The challenge in Ghana is not the raw materials for the products, but skilled personnel,” he said.
The Ghanaian Times reports that the government and the Ghana Association of Banks (GAB) have made significant progress on the terms for the participation of banks in the Domestic Debt Exchange Programme (DDEP), the Ministry of Finance has said.
A statement issued by the Finance Ministry in Accra yesterday said, “This agreement encompasses final improvements to the terms of the DDEP, namely an agreement to pay five per cent coupon for 2023 and a single coupon rate for each of the 12 new bonds resulting in an effective coupon rate of nine per cent”.
The second one was the clarity on the operational framework and terms of access to the Ghana Financial Stability Fund (GFSF).
The third also was the removal or amendment of all clauses in the Exchange Memorandum that empowers the Republic to, at its sole discretion, vary the terms of the Exchange.
“The GAB recognises the progress made and notes that participation of its member banks in the DDEP, per the new terms, is subject to each individual bank’s internal governance and approval processes but, in any case, not later than January 30, 2023,” the statement said.

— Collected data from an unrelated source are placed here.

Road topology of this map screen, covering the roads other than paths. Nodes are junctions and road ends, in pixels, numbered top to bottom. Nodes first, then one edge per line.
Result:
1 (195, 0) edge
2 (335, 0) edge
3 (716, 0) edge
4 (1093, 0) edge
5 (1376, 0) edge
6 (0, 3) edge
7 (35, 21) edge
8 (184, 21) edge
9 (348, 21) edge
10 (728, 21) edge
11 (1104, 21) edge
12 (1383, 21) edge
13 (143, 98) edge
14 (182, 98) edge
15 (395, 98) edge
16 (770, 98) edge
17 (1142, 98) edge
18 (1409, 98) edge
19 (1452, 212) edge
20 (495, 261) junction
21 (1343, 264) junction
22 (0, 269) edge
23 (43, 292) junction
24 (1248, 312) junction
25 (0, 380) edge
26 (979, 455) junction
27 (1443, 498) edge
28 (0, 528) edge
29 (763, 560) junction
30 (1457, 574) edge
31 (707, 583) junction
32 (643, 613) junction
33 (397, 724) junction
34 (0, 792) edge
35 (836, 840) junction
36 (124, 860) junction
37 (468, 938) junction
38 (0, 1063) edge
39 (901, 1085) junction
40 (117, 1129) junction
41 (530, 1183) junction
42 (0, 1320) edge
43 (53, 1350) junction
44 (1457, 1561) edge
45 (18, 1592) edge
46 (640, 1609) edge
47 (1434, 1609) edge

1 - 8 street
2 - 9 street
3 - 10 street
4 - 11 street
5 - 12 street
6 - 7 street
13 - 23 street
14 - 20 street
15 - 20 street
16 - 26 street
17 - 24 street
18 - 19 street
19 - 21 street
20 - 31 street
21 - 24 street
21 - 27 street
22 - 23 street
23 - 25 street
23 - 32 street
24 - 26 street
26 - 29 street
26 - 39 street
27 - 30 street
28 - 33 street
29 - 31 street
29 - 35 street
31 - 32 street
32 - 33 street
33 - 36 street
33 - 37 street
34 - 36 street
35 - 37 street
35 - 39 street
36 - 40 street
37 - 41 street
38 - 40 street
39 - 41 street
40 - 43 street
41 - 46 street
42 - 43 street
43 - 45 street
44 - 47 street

The newspaper says that Africa Street MBA Accelerator programme, aimed to provide an integrated, regional support for start-ups and small businesses in the country was yesterday launched in Accra by a management consultancy and investment firm, DONE BY US.
The programme, which is in collaboration with KGL Foundation seeks to impact young people with world-class business knowledge based on top MBA curriculum and entrepreneurial course content.
It is targeted at marginalised groups (women, people from poor backgrounds, and people with low education) with innovative business ideas or already established businesses.
The founder of DONE BY US, Mr King Awudu Wellington, in an address said the programme would help reduce high start-up failure rate in the country and by exten¬sion the Africa continent.
He said it would also provide a platform for deprived young people from poor background and with low education but with bright ideas and existing businesses to also benefit from a world-class business development programme.
“Most often, a young lady from the street of Tatale Sanguli or a young gentlemen from the street of Awutu/Senya Breku does not get the opportunity to benefit from business development programmes and build world-class businesses.
It is for this reason that the Africa Street MBA has been developed to impact young people with world-class business knowledge based on top MBA curriculum and entrepreneurial course content,” he added.
Mr Wellington said the Africa Street MBA had been designed to bridge the business knowledge gap and help young people from poor backgrounds, and with low education to have opportunity to build world-class enterprises.
The Chief Executive Officer of Ghana Enterprises Agency (GEA), Mrs Kosi Yankey-Ayeh, who was the guest speaker in a speech read on her behalf said to achieve rapid economic development; the Private Sector could not be sidelined, rather made robust to support economic growth and development.
“If our Micro, Small and Medium Enterprises (MSMEs) become more robust, they will contribute more to job creation and poverty reduction, and this will contribute extensively to the enhancement of the government revenue generation stream,” she added.
Nii Ankonu Annorbah-Sarpei, Programmes Manager, KGL Foundation, reiterated the foundation’s commitment to the socio-economic development of young people and Ghanaians in general.
He said KGL Foundation believed in youth development and empowerment which were vital to the attainment of national, sustainable and individual development.
Nii Annorbah-Sarpei expressed optimism that their partnership with DONE BY US would positively impact the lives of young people, specifically, women and people with low education from poor background and creates employment opportunities and support mechanisms for innovations and new businesses.